-
Notifications
You must be signed in to change notification settings - Fork 8
Description
Overview
Build a Docker image for running getml on Databricks Container Services. The image will support on-demand cluster execution for feature training, retraining, and interactive notebook workflows.
User Story
As a data engineer deploying getml on Databricks,
I want a production-ready Docker image for Databricks Container Services,
So that I can run getml feature engineering jobs natively within my Databricks clusters.
Technical Approach
1. Dockerfile
Create docker/databricks/Dockerfile extending the Databricks runtime:
# Extend Databricks standard runtime for LTS compatibility
FROM databricksruntime/standard:16.4-LTS
# Install uv for fast, reliable dependency management
COPY --from=ghcr.io/astral-sh/uv:latest /uv /usr/local/bin/uv
# Copy dependency files and install with uv
COPY pyproject.toml uv.lock ./
RUN uv pip install --system getml
# Download getml engine
ARG GETML_VERSION
RUN GETML_VERSION=${GETML_VERSION:-$(pip show getml | grep Version | cut -d' ' -f2 || echo "1.5.0")} && \
mkdir -p /opt/getml/.getML && \
curl -L "https://go.getml.com/static/demo/download/${GETML_VERSION}/getml-${GETML_VERSION}-x64-linux.tar.gz" | \
tar -C /opt/getml/.getML -xzf -
# Copy application code (optional, can mount from workspace)
COPY . /opt/getml/app/
# IMPORTANT: CMD and ENTRYPOINT are IGNORED by Databricks
# Databricks controls execution; use init scripts for startup tasksKey design decisions:
- No CMD/ENTRYPOINT: Databricks ignores Docker execution primitives entirely
- uv for dependencies: Faster, more reliable than pip
- Extends official runtime: Required for Databricks compatibility (includes Spark, JDK, etc.)

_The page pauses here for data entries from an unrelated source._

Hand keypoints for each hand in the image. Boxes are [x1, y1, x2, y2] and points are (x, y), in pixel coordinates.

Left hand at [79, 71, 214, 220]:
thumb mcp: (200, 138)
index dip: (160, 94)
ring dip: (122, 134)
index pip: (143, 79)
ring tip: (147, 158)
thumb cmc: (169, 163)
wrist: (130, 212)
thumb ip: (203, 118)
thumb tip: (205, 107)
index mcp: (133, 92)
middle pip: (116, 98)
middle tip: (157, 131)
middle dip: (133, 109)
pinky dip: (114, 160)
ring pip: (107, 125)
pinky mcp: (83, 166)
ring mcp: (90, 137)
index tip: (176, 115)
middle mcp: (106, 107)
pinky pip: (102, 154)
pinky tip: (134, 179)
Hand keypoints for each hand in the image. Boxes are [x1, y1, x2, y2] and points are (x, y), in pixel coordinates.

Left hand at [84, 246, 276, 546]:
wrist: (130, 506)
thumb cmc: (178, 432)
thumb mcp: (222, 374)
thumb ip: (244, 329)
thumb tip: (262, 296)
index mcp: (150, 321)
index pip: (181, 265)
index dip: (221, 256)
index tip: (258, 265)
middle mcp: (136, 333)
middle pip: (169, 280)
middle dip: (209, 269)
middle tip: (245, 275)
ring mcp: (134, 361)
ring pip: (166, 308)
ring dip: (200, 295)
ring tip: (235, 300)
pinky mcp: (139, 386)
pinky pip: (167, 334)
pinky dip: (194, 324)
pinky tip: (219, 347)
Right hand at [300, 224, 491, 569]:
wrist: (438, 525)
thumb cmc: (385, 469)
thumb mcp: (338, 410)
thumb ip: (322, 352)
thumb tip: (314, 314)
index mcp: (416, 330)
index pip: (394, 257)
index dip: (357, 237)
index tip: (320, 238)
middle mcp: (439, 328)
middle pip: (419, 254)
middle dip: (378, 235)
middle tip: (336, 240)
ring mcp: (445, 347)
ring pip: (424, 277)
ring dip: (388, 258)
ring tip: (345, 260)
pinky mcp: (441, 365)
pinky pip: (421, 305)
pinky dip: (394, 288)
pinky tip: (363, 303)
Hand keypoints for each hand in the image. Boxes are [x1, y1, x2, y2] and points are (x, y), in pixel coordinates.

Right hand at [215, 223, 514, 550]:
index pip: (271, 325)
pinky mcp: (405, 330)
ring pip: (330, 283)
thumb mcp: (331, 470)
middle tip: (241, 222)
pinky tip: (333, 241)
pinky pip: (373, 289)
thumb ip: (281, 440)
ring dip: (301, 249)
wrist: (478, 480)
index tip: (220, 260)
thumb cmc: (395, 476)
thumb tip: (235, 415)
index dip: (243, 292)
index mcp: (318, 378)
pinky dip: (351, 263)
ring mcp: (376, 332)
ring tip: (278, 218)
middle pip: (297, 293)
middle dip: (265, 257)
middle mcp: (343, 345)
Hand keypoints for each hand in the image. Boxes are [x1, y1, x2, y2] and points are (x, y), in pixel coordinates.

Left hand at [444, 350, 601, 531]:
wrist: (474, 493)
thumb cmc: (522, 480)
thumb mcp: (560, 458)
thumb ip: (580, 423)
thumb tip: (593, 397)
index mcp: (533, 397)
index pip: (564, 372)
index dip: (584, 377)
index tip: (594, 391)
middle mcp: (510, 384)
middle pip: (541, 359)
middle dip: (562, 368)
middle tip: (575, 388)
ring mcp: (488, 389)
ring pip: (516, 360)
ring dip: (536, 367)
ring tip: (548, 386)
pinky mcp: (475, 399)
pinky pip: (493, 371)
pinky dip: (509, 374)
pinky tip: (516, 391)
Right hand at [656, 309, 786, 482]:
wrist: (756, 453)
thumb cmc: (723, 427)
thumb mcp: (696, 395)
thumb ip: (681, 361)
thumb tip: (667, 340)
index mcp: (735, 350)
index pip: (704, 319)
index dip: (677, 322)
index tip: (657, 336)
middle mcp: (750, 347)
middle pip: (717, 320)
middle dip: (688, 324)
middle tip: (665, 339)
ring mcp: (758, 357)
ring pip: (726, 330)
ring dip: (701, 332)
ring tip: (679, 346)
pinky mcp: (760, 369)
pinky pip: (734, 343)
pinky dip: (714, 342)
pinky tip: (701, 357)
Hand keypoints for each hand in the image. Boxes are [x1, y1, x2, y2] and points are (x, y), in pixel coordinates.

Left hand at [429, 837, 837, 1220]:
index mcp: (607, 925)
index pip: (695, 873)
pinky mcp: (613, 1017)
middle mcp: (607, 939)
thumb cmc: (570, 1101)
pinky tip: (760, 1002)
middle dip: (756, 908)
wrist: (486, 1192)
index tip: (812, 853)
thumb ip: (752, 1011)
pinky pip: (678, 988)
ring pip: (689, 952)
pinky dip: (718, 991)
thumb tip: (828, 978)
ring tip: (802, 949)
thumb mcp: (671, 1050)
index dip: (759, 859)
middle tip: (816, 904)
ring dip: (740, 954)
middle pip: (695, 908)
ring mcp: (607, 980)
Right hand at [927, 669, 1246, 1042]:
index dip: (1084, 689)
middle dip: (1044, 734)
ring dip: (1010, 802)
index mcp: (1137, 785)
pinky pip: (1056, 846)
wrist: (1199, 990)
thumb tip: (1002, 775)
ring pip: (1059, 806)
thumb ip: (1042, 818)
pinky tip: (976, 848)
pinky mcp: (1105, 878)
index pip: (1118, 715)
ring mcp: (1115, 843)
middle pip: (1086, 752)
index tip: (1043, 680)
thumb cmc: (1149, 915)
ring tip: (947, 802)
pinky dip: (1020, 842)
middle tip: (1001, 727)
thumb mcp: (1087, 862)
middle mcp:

- Engine in /opt/getml: Accessible system-wide for all users
2. Init Script
Create docker/databricks/getml-init.sh for cluster startup.
Why init scripts? Databricks ignores Docker ENTRYPOINT/CMD. Init scripts run after container creation but before cluster becomes operational.
#!/bin/bash
# getml-init.sh - Databricks init script for getml setup
# This runs on every cluster node at startup
set -e
# Configure getml engine location
export GETML_HOME="/opt/getml/.getML"
export PATH="${GETML_HOME}:${PATH}"
# Persist environment variables for notebooks
echo "export GETML_HOME=${GETML_HOME}" >> /etc/profile.d/getml.sh
echo "export PATH=${GETML_HOME}:\${PATH}" >> /etc/profile.d/getml.sh
# Create project directory on DBFS (shared storage)
mkdir -p /dbfs/getml/projects
# Log initialization
echo "========================================="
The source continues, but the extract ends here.